**What to do:** Check every line of the data and copy the ones where "Format" appears.

__________

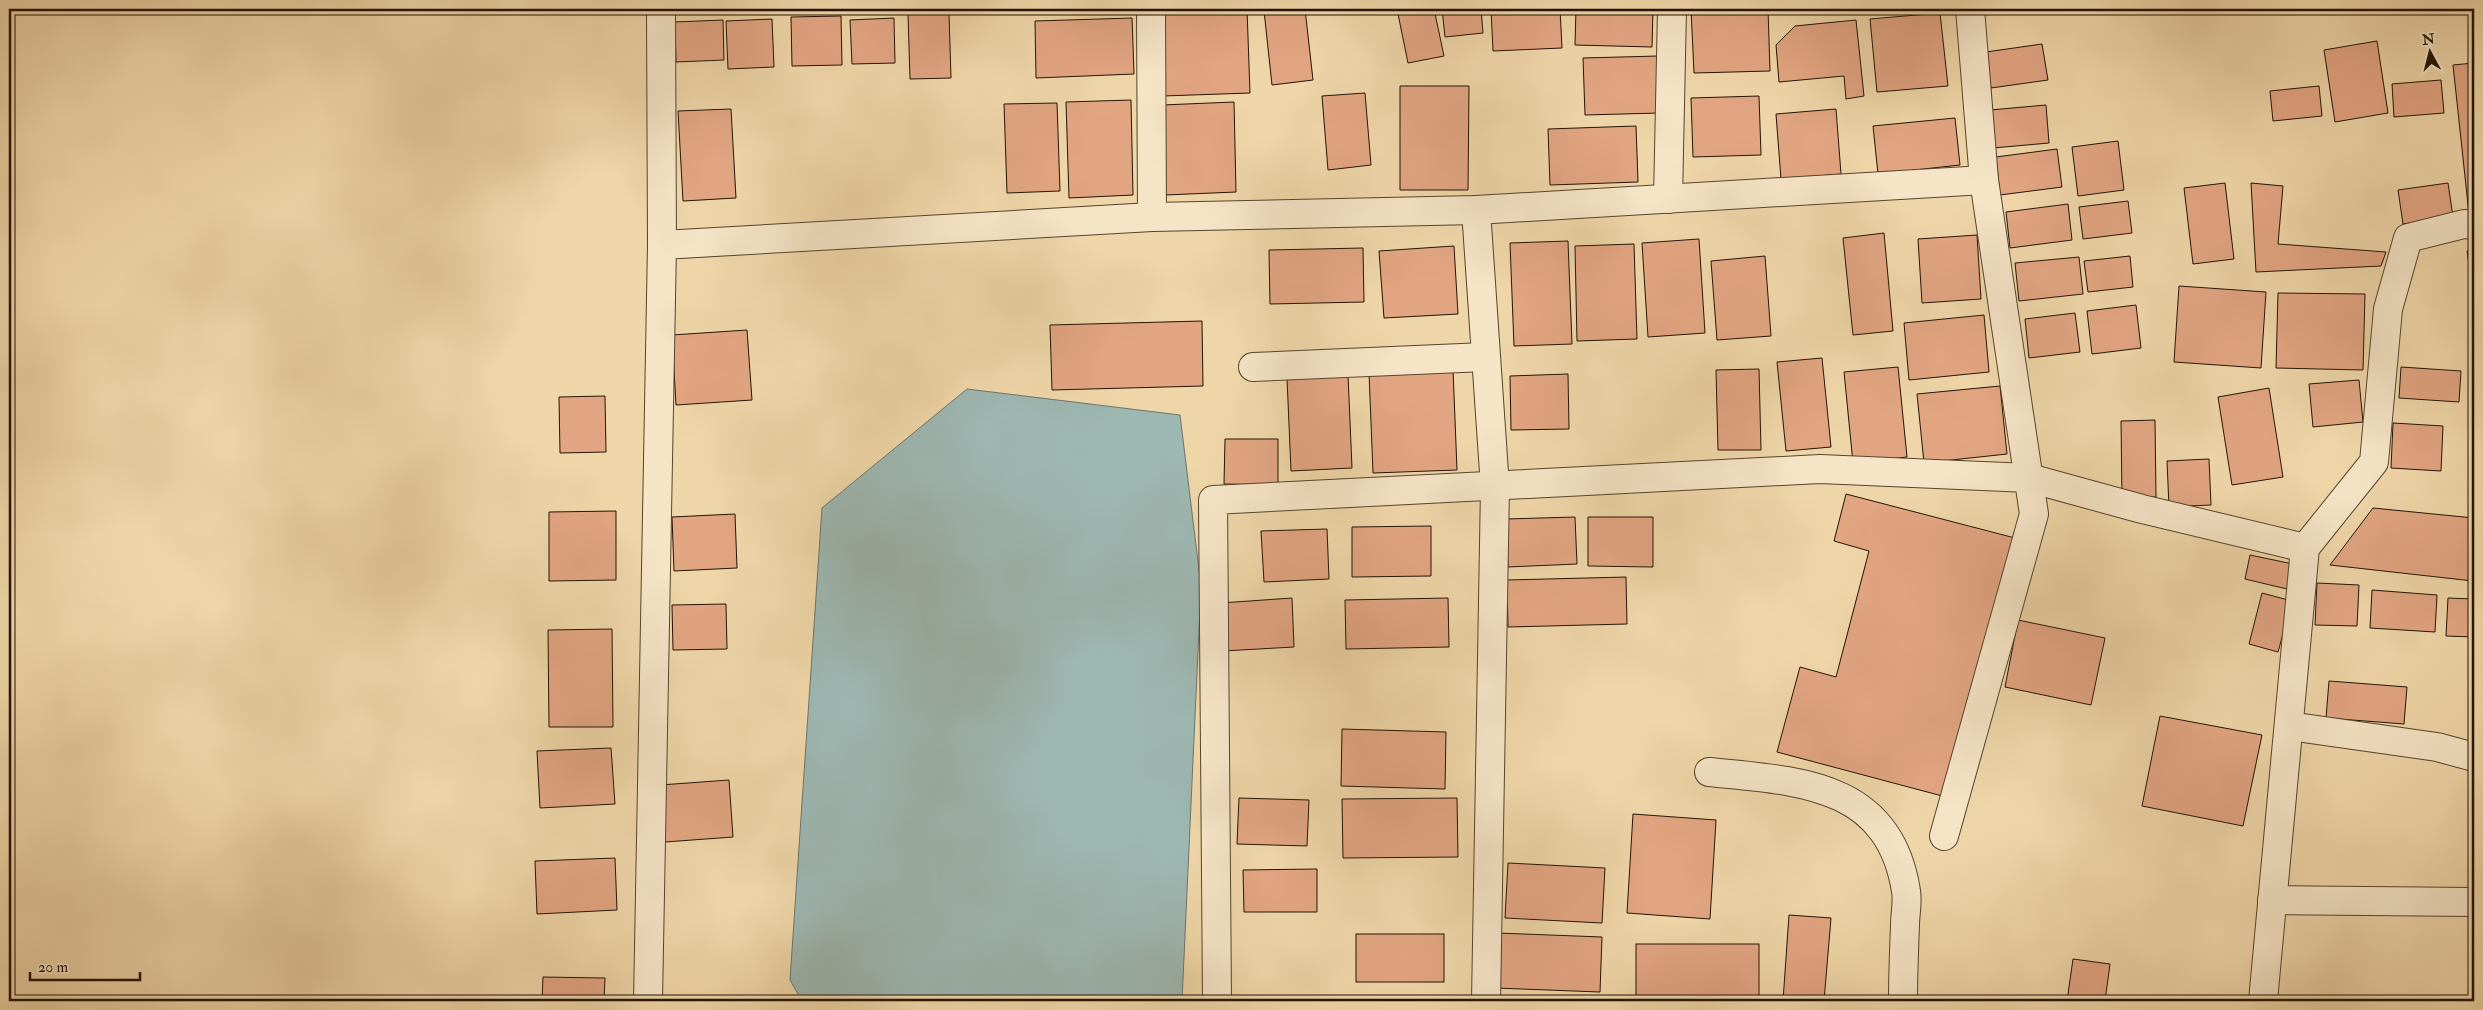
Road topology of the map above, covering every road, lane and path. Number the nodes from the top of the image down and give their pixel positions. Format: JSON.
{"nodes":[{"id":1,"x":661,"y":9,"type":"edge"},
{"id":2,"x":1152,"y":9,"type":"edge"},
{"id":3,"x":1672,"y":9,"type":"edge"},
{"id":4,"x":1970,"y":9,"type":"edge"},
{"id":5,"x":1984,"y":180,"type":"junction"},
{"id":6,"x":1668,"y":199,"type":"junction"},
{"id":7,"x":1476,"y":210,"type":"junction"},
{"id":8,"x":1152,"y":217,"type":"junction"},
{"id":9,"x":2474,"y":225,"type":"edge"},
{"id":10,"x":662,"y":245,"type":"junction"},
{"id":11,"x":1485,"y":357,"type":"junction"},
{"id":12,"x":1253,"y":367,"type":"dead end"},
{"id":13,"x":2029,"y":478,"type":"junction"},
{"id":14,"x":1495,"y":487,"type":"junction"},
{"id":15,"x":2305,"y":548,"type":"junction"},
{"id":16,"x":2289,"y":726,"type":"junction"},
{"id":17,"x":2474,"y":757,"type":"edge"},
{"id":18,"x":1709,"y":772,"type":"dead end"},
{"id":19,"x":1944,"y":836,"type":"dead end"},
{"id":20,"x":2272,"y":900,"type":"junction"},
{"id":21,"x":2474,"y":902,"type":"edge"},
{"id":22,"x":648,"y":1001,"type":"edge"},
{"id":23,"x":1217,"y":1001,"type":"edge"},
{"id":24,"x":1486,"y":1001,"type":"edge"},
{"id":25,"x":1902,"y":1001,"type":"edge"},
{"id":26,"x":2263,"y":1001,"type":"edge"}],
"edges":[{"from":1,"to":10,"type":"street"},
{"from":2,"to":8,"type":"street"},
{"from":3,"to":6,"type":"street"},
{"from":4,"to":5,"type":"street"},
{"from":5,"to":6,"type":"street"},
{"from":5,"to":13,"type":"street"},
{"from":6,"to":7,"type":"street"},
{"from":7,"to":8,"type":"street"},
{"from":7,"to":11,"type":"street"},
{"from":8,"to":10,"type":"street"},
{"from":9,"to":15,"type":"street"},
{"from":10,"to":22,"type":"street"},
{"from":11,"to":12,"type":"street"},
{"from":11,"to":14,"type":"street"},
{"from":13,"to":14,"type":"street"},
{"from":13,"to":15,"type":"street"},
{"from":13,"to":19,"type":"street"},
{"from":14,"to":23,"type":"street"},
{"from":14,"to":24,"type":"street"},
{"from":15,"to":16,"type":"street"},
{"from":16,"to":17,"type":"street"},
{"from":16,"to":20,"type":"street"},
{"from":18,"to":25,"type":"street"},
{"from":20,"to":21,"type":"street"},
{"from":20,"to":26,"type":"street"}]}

__________

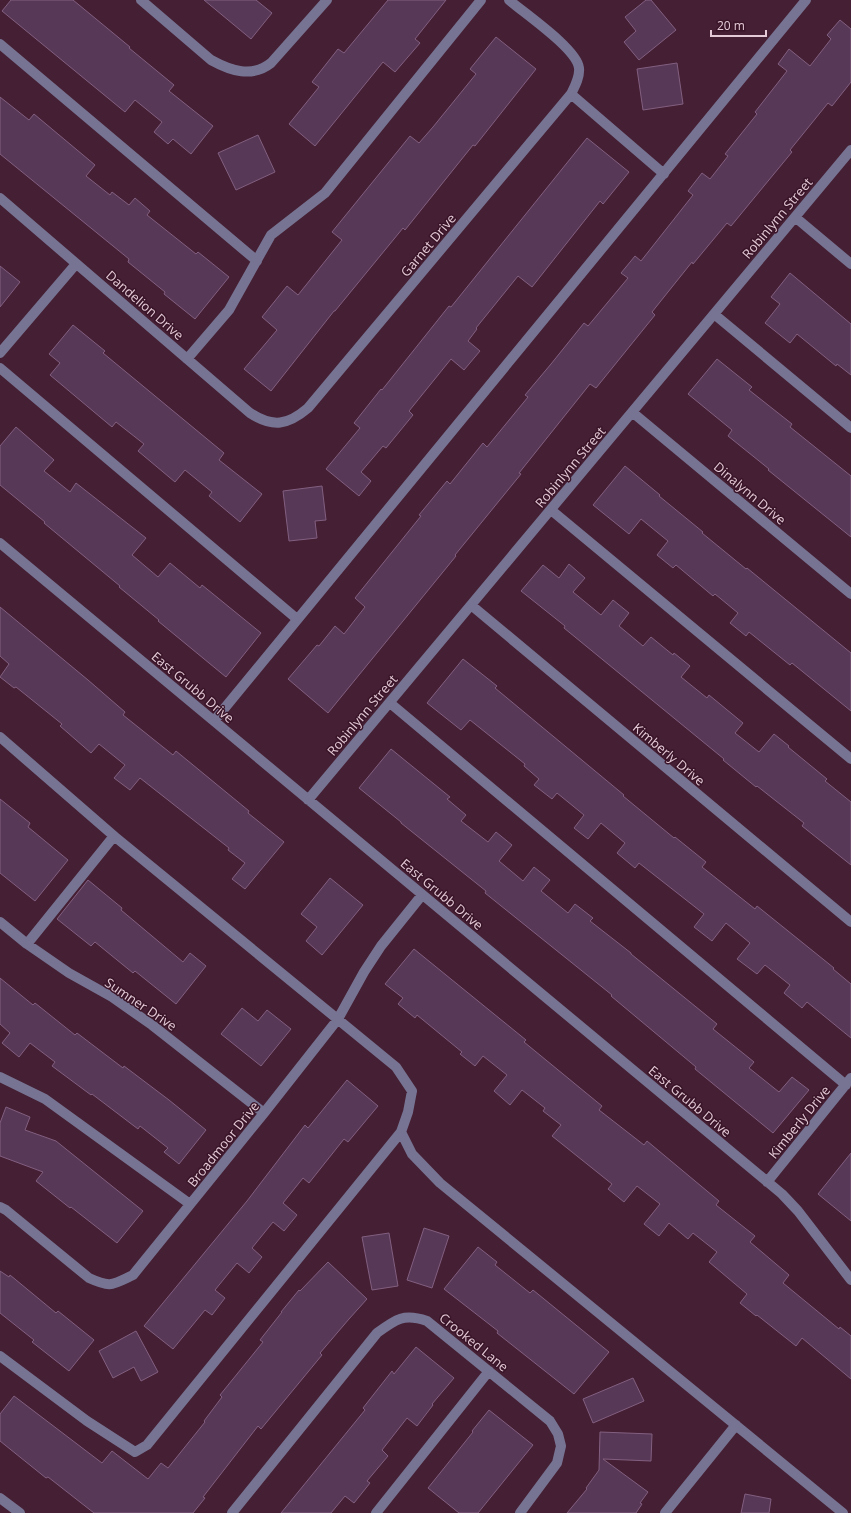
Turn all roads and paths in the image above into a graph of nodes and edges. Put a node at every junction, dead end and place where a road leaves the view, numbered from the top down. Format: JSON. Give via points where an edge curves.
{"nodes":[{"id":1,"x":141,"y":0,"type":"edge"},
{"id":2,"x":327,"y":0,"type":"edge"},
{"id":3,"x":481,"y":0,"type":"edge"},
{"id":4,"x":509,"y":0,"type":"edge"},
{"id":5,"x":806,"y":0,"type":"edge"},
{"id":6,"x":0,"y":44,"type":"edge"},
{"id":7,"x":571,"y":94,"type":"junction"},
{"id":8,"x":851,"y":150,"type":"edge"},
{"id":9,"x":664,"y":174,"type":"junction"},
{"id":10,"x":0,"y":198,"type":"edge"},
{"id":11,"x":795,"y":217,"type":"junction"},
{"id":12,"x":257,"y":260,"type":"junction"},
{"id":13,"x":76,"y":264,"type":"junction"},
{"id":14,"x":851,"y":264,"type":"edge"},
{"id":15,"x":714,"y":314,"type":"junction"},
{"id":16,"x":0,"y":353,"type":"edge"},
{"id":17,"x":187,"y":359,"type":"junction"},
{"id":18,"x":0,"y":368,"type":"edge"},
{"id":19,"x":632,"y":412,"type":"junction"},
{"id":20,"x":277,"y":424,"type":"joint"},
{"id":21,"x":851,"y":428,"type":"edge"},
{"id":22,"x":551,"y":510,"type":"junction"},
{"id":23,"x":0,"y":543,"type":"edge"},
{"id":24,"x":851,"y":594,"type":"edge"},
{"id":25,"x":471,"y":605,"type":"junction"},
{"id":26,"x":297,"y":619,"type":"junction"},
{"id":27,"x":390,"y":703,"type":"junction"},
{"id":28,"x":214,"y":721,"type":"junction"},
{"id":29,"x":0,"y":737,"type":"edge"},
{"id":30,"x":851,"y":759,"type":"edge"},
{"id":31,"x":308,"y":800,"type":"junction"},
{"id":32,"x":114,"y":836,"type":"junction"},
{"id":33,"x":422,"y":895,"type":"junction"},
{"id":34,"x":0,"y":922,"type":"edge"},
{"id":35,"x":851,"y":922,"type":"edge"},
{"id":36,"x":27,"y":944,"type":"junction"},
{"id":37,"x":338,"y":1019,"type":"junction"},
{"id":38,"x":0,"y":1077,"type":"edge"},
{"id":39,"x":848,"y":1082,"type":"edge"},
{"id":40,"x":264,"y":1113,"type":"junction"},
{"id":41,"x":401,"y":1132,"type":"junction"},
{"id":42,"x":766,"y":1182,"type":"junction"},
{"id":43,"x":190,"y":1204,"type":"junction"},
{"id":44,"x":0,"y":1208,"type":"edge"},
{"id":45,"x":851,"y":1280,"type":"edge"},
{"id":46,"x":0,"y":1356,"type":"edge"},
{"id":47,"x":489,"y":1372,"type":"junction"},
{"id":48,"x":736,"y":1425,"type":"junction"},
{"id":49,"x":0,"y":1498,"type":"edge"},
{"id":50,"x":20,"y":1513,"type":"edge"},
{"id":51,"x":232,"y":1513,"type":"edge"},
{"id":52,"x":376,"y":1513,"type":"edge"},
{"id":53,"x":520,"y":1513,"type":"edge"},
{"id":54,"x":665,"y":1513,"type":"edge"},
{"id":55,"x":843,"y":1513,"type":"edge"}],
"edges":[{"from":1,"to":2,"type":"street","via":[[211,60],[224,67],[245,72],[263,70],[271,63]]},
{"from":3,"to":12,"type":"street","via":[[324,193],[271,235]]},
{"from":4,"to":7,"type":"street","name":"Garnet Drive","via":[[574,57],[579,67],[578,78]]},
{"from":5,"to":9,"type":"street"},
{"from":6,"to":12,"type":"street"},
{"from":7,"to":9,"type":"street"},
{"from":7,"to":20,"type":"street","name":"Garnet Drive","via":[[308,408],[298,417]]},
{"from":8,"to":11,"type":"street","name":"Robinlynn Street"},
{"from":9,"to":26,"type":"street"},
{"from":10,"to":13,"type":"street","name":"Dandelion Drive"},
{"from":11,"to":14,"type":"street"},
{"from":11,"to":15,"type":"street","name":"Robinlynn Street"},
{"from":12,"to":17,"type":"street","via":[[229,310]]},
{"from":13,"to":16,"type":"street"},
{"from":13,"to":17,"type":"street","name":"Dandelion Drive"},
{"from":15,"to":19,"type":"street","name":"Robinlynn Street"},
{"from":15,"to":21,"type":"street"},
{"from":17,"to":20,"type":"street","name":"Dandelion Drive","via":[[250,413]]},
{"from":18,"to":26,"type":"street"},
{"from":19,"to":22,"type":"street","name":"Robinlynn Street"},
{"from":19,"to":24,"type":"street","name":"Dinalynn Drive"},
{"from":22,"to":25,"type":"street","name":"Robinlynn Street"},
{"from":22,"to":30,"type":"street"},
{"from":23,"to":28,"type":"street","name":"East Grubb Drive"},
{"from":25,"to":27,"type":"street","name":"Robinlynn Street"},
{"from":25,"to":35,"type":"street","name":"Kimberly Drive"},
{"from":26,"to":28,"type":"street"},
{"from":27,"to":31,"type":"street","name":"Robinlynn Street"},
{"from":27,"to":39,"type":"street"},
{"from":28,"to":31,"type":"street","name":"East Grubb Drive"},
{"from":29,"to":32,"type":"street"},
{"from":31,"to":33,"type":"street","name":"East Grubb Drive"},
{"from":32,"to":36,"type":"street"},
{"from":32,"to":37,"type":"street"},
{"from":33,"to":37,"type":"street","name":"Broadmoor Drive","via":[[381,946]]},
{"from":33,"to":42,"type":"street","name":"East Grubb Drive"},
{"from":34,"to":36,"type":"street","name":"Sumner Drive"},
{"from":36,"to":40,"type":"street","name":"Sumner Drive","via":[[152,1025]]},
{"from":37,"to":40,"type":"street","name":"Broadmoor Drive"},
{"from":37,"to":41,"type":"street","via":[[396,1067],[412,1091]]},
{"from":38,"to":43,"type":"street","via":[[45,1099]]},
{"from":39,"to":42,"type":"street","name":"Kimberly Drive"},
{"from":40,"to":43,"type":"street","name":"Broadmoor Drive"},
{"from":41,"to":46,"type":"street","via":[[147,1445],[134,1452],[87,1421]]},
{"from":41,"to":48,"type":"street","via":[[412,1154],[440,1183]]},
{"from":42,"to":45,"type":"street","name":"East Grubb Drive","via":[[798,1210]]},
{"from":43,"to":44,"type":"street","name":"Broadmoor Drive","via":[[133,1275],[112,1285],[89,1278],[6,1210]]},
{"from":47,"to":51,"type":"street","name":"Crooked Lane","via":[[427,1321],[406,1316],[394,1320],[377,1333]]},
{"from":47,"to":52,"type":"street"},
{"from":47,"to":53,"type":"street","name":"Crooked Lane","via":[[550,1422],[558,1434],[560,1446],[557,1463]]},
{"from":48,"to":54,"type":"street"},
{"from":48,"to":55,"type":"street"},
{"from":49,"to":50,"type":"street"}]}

__________

**Answer area:**
Road topology of the map above, covering every road, lane and path. Number the nodes from the top of the image down and give their pixel positions. Format: JSON.
Turn all roads and paths in the image above into a graph of nodes and edges. Put a node at every junction, dead end and place where a road leaves the view, numbered from the top down. Format: JSON. Give via points where an edge curves.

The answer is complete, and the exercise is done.